# How did you get your name?



## Little_LongEared_Lover2931 (May 28, 2012)

How did you get your name:your looks, your attitude, something you did?

This is how we got our names:

My name is Oreo and my mom named me that because I am white with black spots. (Real creative right)

I am Oreos sister Dasiy and I got my name from the show the Dukes of Hazard. Thats me ,my mommy allways calls my Dasiy Duke.

My name is Galilee and I got my name from my favorite song Puff the Magic Dragon_."Puff the Magic dragon lives by the sea, and frolics in the autum mist in the land of Galilee."_

My name is Serendipity and I got my name from the first book I shredded. "Leo the Lop" one of the Serendipity series books. And even when she found out i was a boy(they have a hard time getting it right don't they) she kept the name and just calls me Dipity unless I am in trouble.


----------



## BunMommaD (May 28, 2012)

I'm cookie... So my momma and daddy rescued me from a pet store... My former owners dropped me off there in a box in the middle of the night... The pet store was calling me brownie (cuz I'm brown... Wow so creative) so when mommy brought me home she decided cookie was a perfect name! She says because one. I'm sweet like cookies. And two. She's on a diet, so instead of eating cookies she'll just play with ME! 

I like it! And come running when mommy calls me 

I like all of your names!


----------



## agnesthelion (May 28, 2012)

Agnes.....from the movie Despicable Me. The little girl in it has dark hair like me and is almost as cute as me. My 3 year old slave named me


----------



## ZRabbits (May 28, 2012)

Dobby Here,

My Mom's into Harry Potter, says it's sentimental to her. I don't know what that means but that's where I got my name. My Dad calls me Dobinski. That's his nickname for me which I'll come to only him when he calls it. 

My brothers Kreacher, and Neville, and sister Luna got their names from the series Mom likes. 

Willard got his name from Dad. Mom keeps telling the story over and over again how they found him and the name just popped into Dad's head. Mom has a nickname for him. She always calls him Bunny Bear. 

We all like are names. It makes Mom and Dad really happy when we show them that we know them. It doesn't take much to make them happy. And they are fun to watch when they get excited. Ahhh you got to love them. 

Like all your names too! 

D:brownbunny


----------



## SweetPeasMom (May 28, 2012)

When Momma got me from the pet store I was so thin could see the bones and very young, Momma said I was too young and the pet store was trying to sell us quick.

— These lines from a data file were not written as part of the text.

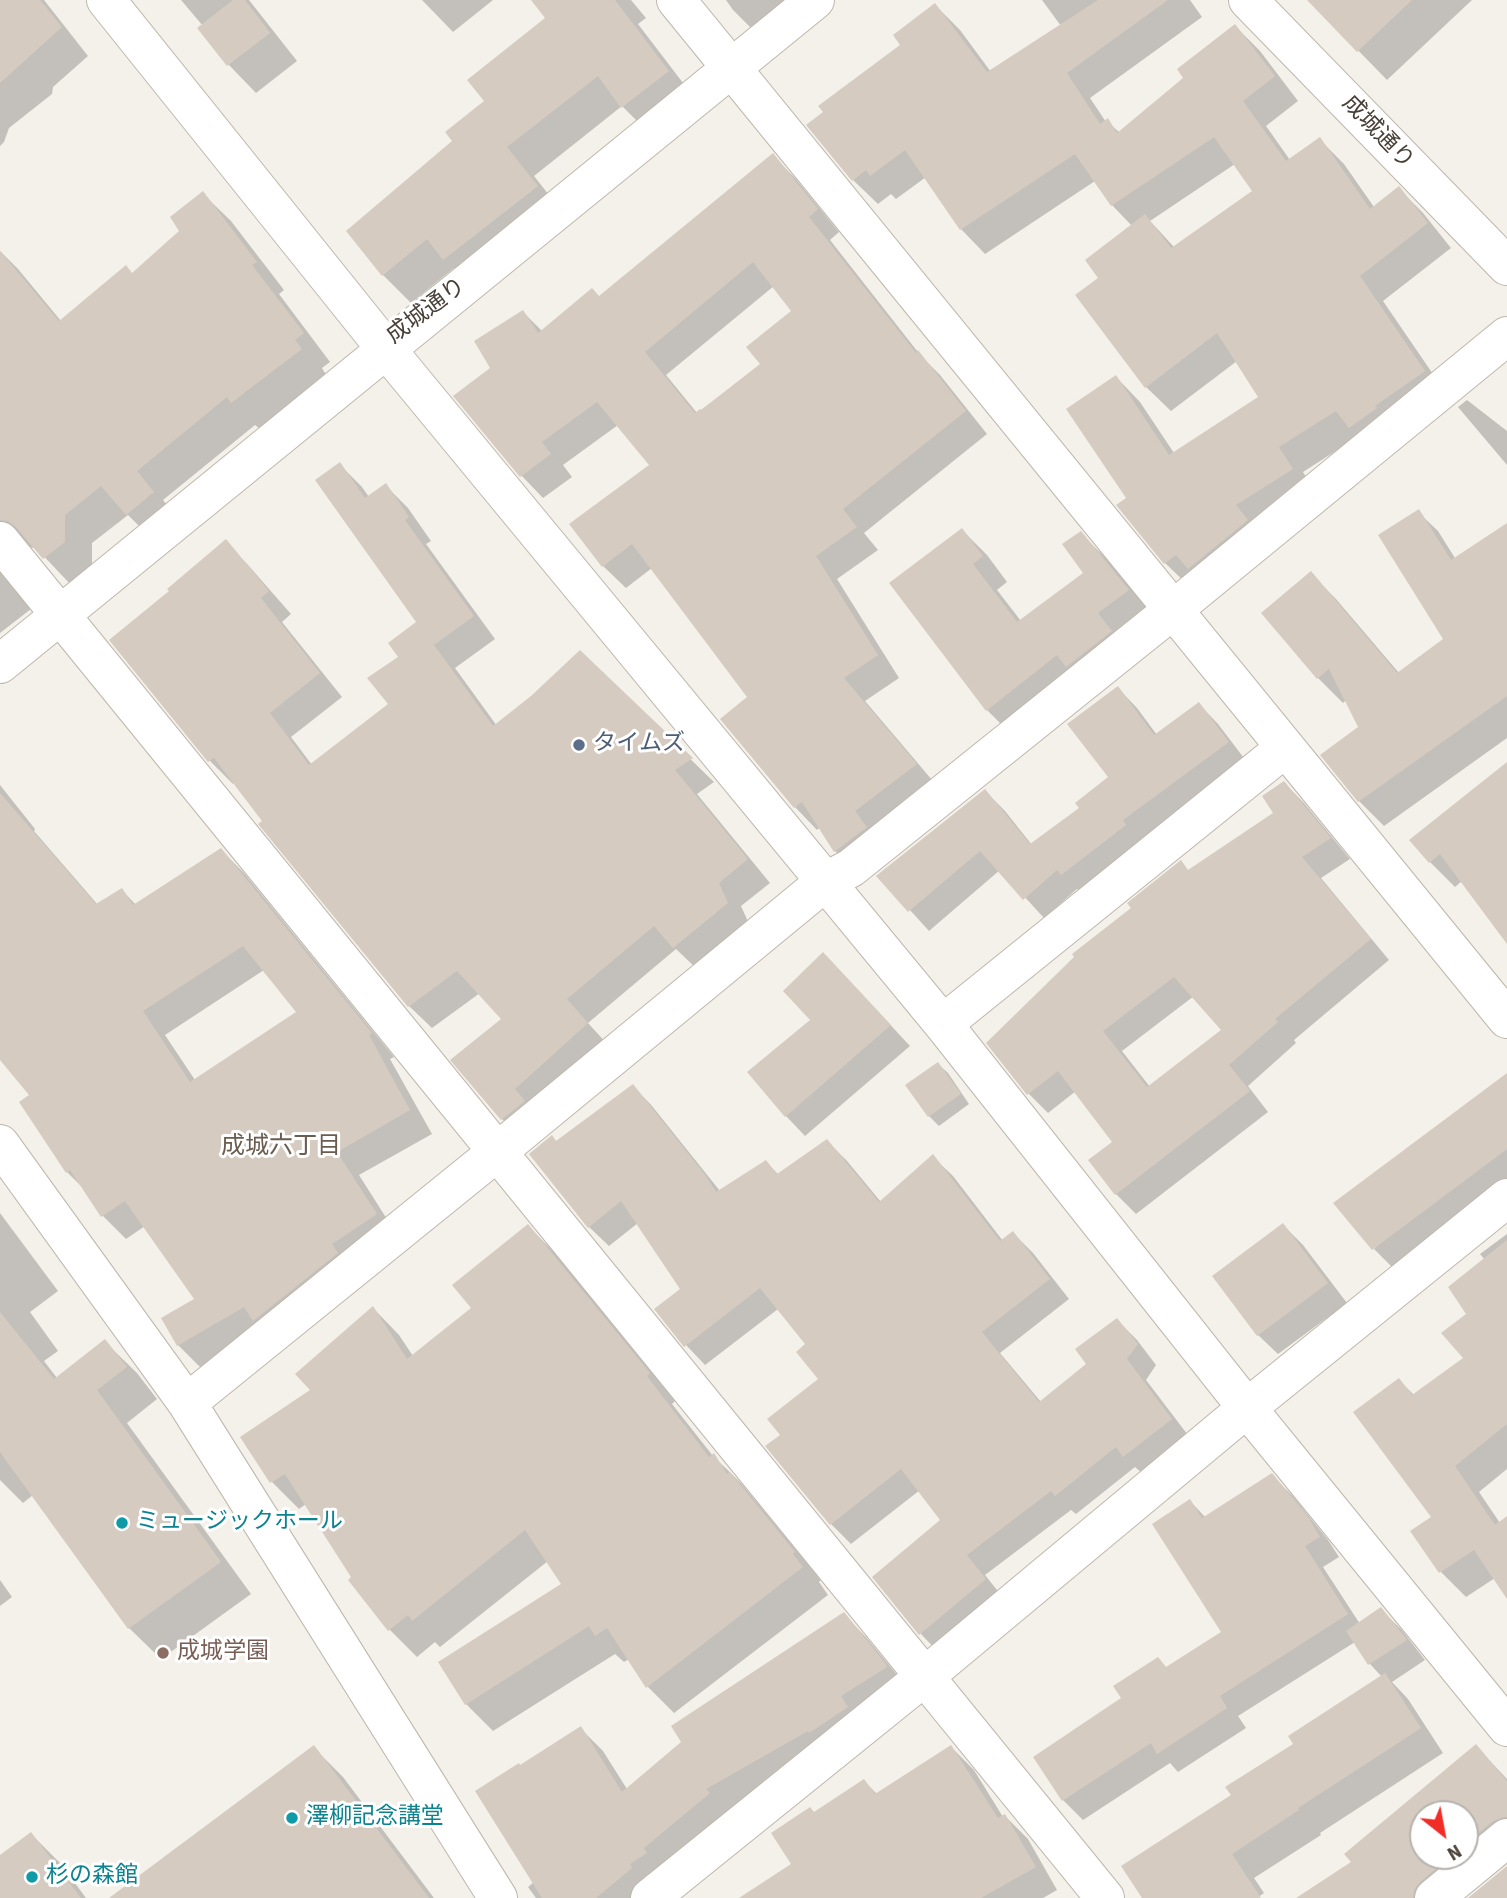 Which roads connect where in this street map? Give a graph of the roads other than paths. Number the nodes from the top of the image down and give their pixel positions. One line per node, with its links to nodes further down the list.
1 (106, 0): 8 (street, 成城通り)
2 (676, 0): 5 (street)
3 (815, 0): 5 (street, 成城通り)
4 (1248, 0): 6 (street, 成城通り)
5 (732, 69): 8 (street, 成城通り); 10 (street)
6 (1507, 266)
7 (1507, 336): 10 (street)
8 (386, 349): 11 (street); 14 (street)
9 (0, 541): 11 (street)
10 (1174, 609): 13 (street); 14 (street)
11 (61, 615): 12 (street); 18 (street)
12 (0, 664)
13 (1285, 748): 15 (street); 16 (street)
14 (825, 881): 16 (street); 18 (street)
15 (1507, 1019)
16 (943, 1024): 21 (street)
17 (0, 1144): 20 (street)
18 (497, 1152): 20 (street); 22 (street)
19 (1507, 1198): 21 (street)
20 (187, 1404): 25 (street)
21 (1247, 1408): 22 (street); 23 (street)
22 (925, 1677): 26 (street); 27 (street)
23 (1507, 1727)
24 (1507, 1838): 28 (street)
25 (498, 1898)
26 (650, 1898)
27 (1105, 1898)
28 (1434, 1898)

When they handed Momma me, she looked in my eye and called me 'sweet' by the time I got home I was Sweetpea.

I love my Momma


----------



## Bonnie Lee (May 28, 2012)

Harvey here...
My mumma and papa aren't very creative...
My papa named me HArvey after going on websites giving top bunny name suggestions.

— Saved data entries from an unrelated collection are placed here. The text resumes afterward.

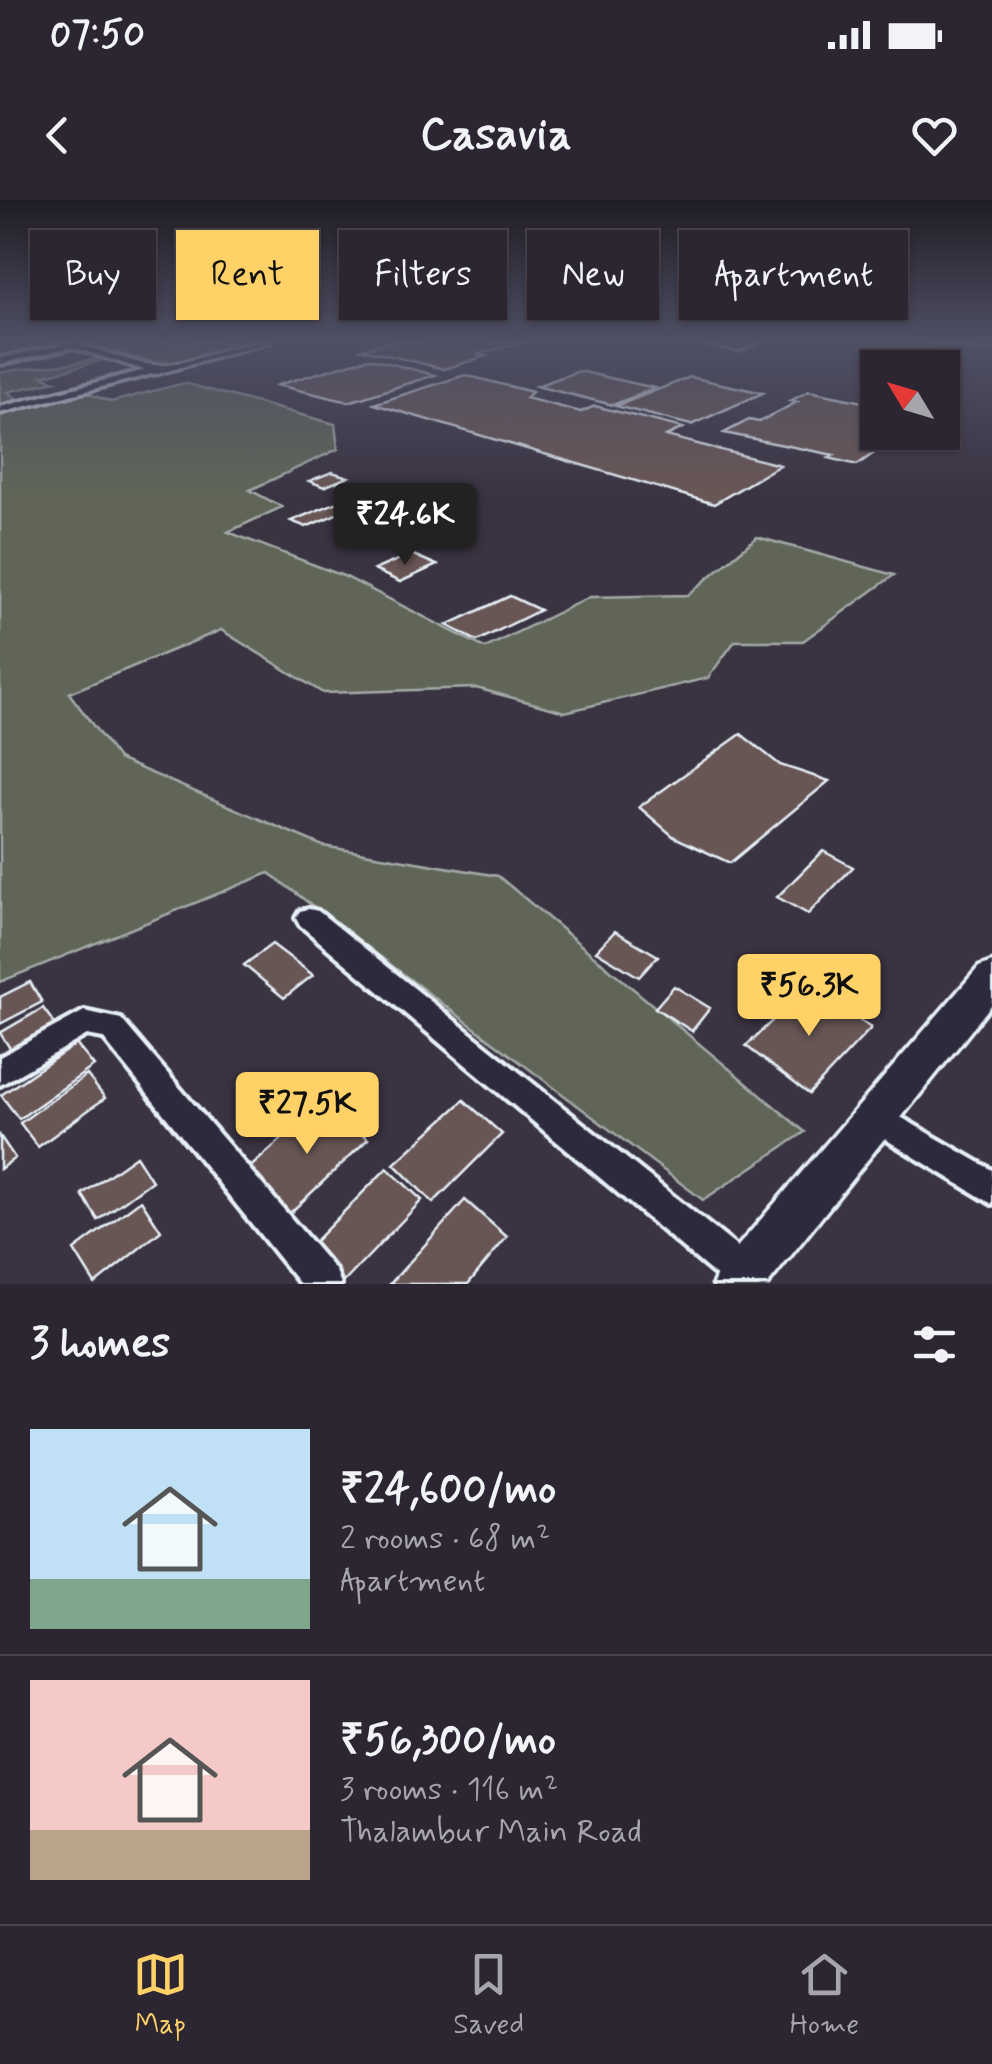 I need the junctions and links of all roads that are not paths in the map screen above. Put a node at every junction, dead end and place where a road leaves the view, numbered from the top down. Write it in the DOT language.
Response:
graph roads {
  1 [pos="68,393"];
  2 [pos="0,410"];
  3 [pos="309,918"];
  4 [pos="992,978"];
  5 [pos="0,1072"];
  6 [pos="878,1118"];
  7 [pos="992,1188"];
  8 [pos="740,1280"];
  9 [pos="323,1284"];
  1 -- 2 [label="street"];
  3 -- 8 [label="street"];
  4 -- 6 [label="street"];
  5 -- 9 [label="street"];
  6 -- 7 [label="street"];
  6 -- 8 [label="street"];
}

My mum likes to call me sir general harvington though when she thinks I'm neat, calm and super loving! I think she just says it to make my name longer so she can keep talking.

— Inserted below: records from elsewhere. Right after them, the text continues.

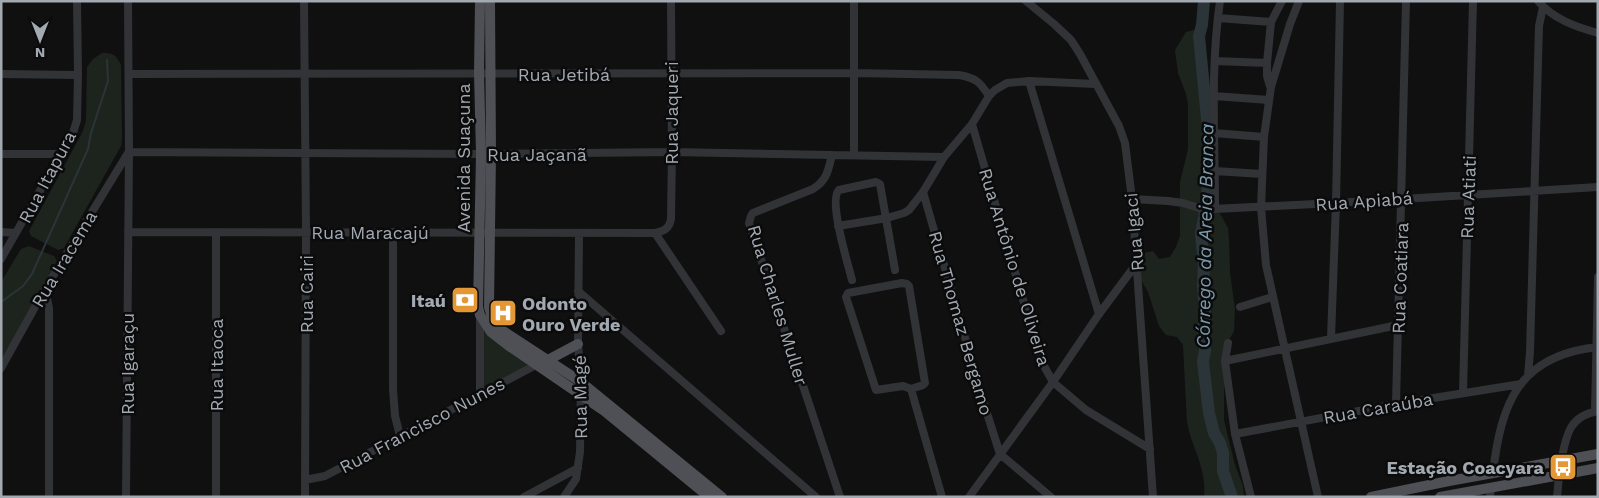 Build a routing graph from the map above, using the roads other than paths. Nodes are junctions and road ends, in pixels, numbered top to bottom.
1 (77, 1) edge
2 (128, 1) edge
3 (304, 1) edge
4 (480, 1) edge
5 (490, 1) edge
6 (671, 1) edge
7 (854, 1) edge
8 (1026, 1) edge
9 (1220, 1) edge
10 (1299, 1) edge
11 (1340, 1) edge
12 (1406, 1) edge
13 (1473, 1) edge
14 (1280, 2) edge
15 (1541, 4) edge
16 (1218, 18) junction
17 (1271, 22) junction
18 (1598, 33) edge
19 (1215, 61) junction
20 (1267, 63) junction
21 (479, 73) junction
22 (490, 73) junction
23 (1, 74) edge
24 (130, 74) junction
25 (671, 74) junction
26 (854, 74) junction
27 (78, 75) junction
28 (304, 75) junction
29 (1029, 80) junction
30 (1095, 84) junction
31 (1271, 87) junction
32 (989, 96) junction
33 (1214, 96) junction
34 (1269, 100) junction
35 (972, 124) junction
36 (1214, 134) junction
37 (1264, 137) junction
38 (129, 152) junction
39 (672, 152) junction
40 (305, 153) junction
41 (1, 154) edge
42 (61, 154) junction
43 (486, 154) junction
44 (832, 155) junction
45 (854, 155) junction
46 (944, 157) junction
47 (1215, 171) junction
48 (1262, 174) junction
49 (1598, 187) edge
50 (1534, 191) junction
51 (923, 192) junction
52 (1468, 194) junction
53 (1132, 199) junction
54 (1402, 199) junction
55 (1336, 203) junction
56 (1261, 207) junction
57 (1214, 209) junction
58 (887, 218) junction
59 (670, 225) joint
60 (838, 226) junction
61 (1, 232) edge
62 (128, 232) junction
63 (216, 232) junction
64 (306, 232) junction
65 (393, 232) junction
66 (16, 233) junction
67 (484, 233) junction
68 (655, 233) junction
69 (579, 234) junction
70 (1, 259) edge
71 (1137, 264) junction
72 (895, 270) dead end
73 (1598, 277) edge
74 (852, 280) dead end
75 (45, 289) junction
76 (578, 292) junction
77 (1272, 297) junction
78 (1240, 307) dead end
79 (1099, 314) junction
80 (480, 315) junction
81 (1398, 325) junction
82 (721, 330) dead end
83 (1331, 338) junction
84 (1228, 343) dead end
85 (578, 344) junction
86 (1597, 347) edge
87 (1284, 348) junction
88 (1530, 352) junction
89 (548, 360) junction
90 (1225, 361) junction
91 (1542, 364) junction
92 (536, 365) junction
93 (1, 368) edge
94 (1528, 376) junction
95 (582, 382) junction
96 (1053, 382) junction
97 (1521, 384) junction
98 (911, 389) junction
99 (580, 393) junction
100 (1463, 393) junction
101 (480, 394) junction
102 (1396, 404) junction
103 (1596, 411) edge
104 (1300, 422) junction
105 (1235, 434) junction
106 (400, 436) junction
107 (1150, 449) junction
108 (1000, 454) junction
109 (1598, 454) edge
110 (1561, 462) junction
111 (578, 468) junction
112 (1598, 468) edge
113 (1493, 473) junction
114 (1559, 476) junction
115 (305, 480) junction
116 (1490, 492) edge
117 (49, 497) edge
118 (126, 497) edge
119 (216, 497) edge
120 (305, 497) edge
121 (524, 497) edge
122 (564, 497) edge
123 (709, 497) edge
124 (722, 497) edge
125 (816, 497) edge
126 (840, 497) edge
127 (942, 497) edge
128 (969, 497) edge
129 (1051, 497) edge
130 (1153, 497) edge
131 (1251, 497) edge
132 (1318, 497) edge
133 (1371, 497) edge
134 (1440, 497) edge
135 (1557, 497) edge

1 - 27 street, Rua Itapura
2 - 24 street
3 - 28 street, Rua Cairi
4 - 21 main road, Avenida Suaçuna
5 - 22 main road, Avenida Suaçuna
6 - 25 street, Rua Jaqueri
7 - 26 street
8 - 30 street, Rua Igaci
9 - 16 street
10 - 31 street
11 - 55 street
12 - 54 street, Rua Coatiara
13 - 52 street, Rua Atiati
14 - 17 street
15 - 18 street
15 - 50 street
16 - 17 street
16 - 19 street
17 - 20 street
19 - 20 street
19 - 33 street
20 - 31 street
21 - 22 street, Rua Jetibá
21 - 28 street, Rua Jetibá
21 - 43 main road, Avenida Suaçuna
22 - 25 street, Rua Jetibá
22 - 43 main road, Avenida Suaçuna
23 - 27 street
24 - 28 street, Rua Jetibá
24 - 38 street
25 - 26 street, Rua Jetibá
25 - 39 street, Rua Jaqueri
26 - 32 street, Rua Jetibá
26 - 45 street
27 - 42 street, Rua Itapura
28 - 40 street, Rua Cairi
29 - 30 street
29 - 32 street
29 - 79 street
30 - 53 street, Rua Igaci
31 - 34 street
32 - 35 street
33 - 34 street
33 - 36 street
34 - 37 street
35 - 46 street
35 - 96 street, Rua Antônio de Oliveira
36 - 37 street
36 - 47 street
37 - 48 street
38 - 40 street, Rua Jaçanã
38 - 62 street
38 - 75 street, Rua Iracema
39 - 43 street, Rua Jaçanã
39 - 44 street, Rua Jaçanã
39 - 59 street, Rua Jaqueri
40 - 43 street, Rua Jaçanã
40 - 64 street, Rua Cairi
41 - 42 street
42 - 66 street, Rua Itapura
43 - 67 main road, Avenida Suaçuna
44 - 45 street, Rua Jaçanã
44 - 126 street, Rua Charles Muller
45 - 46 street, Rua Jaçanã
46 - 51 street
47 - 48 street
47 - 57 street
48 - 56 street
49 - 50 street, Rua Apiabá
50 - 52 street, Rua Apiabá
50 - 88 street
51 - 58 street
51 - 108 street, Rua Thomaz Bergamo
52 - 54 street, Rua Apiabá
52 - 100 street, Rua Atiati
53 - 57 street, Rua Apiabá
53 - 71 street, Rua Igaci
54 - 55 street, Rua Apiabá
54 - 81 street, Rua Coatiara
55 - 56 street, Rua Apiabá
55 - 83 street
56 - 57 street, Rua Apiabá
56 - 77 street
58 - 60 street
58 - 60 street
58 - 72 street
59 - 68 street, Rua Maracajú
60 - 74 street
61 - 66 street
62 - 63 street, Rua Maracajú
62 - 118 street, Rua Igaraçu
63 - 64 street, Rua Maracajú
63 - 119 street, Rua Itaoca
64 - 65 street, Rua Maracajú
64 - 115 street, Rua Cairi
65 - 67 street, Rua Maracajú
65 - 106 street
66 - 70 street, Rua Itapura
67 - 69 street, Rua Maracajú
67 - 80 main road, Avenida Suaçuna
67 - 89 main road, Avenida Suaçuna
68 - 69 street, Rua Maracajú
68 - 82 street
69 - 76 street, Rua Magé
71 - 79 street
71 - 107 street, Rua Igaci
73 - 86 street
75 - 93 street, Rua Iracema
75 - 117 street
76 - 85 street, Rua Magé
76 - 125 street
77 - 78 street
77 - 87 street
79 - 96 street
80 - 92 main road
80 - 101 street
81 - 83 street
81 - 102 street, Rua Coatiara
83 - 87 street
84 - 90 street
85 - 89 main road
85 - 95 street, Rua Magé
86 - 91 street
86 - 103 street
87 - 90 street
87 - 104 street
88 - 91 street
88 - 94 street
89 - 95 main road
90 - 105 street
91 - 94 street
92 - 99 main road
92 - 101 street, Rua Francisco Nunes
94 - 97 street
95 - 99 street, Rua Magé
95 - 124 main road
96 - 107 street, Rua Antônio de Oliveira
96 - 108 street
97 - 100 street, Rua Caraúba
97 - 113 street
98 - 98 street
98 - 127 street
99 - 111 street, Rua Magé
99 - 123 main road
100 - 102 street, Rua Caraúba
101 - 106 street, Rua Francisco Nunes
102 - 104 street, Rua Caraúba
103 - 110 street
104 - 105 street, Rua Caraúba
104 - 132 street
105 - 131 street
106 - 115 street, Rua Francisco Nunes
107 - 130 street, Rua Igaci
108 - 128 street
108 - 129 street
109 - 110 main road
110 - 113 main road
111 - 121 street
111 - 122 street, Rua Magé
112 - 114 main road
113 - 116 main road
113 - 133 main road
114 - 116 main road
114 - 135 street
115 - 120 street, Rua Cairi
116 - 134 main road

My girlfriend and my brother from another mother are Moshi and Winston but nobody wants to know their stories 

Bunny kisses to all of you beautifully named bunnies


----------



## kmaben (May 28, 2012)

Shya here. I was a bit feisty when my people first saw me. Mom seemed to think I had an "S" personality and played around with sounds until she came up with Shya. I know she's pretty mad at me when my one second name becomes four. When it's snuggle time and I'm being good I get called shi shi which usually means banana chips!

Kai was a little easier. Since he's a German Giant straight up from the Rhineland he got a German name.

rabbits rule!


----------



## KaliQ (May 30, 2012)

Sherbotsky here! My hoomins got me from a pet store that was very loud and lots of small hoomins picking me up and setting me down and making too much noise! My daddy picked me up and didn't put me down for a long time. At first they weren't sure if I was a he or a she (seriously, people?) so the naming process took a while. Finally they both agreed on my name. Apparently it's from a tv show they're obsessed with. 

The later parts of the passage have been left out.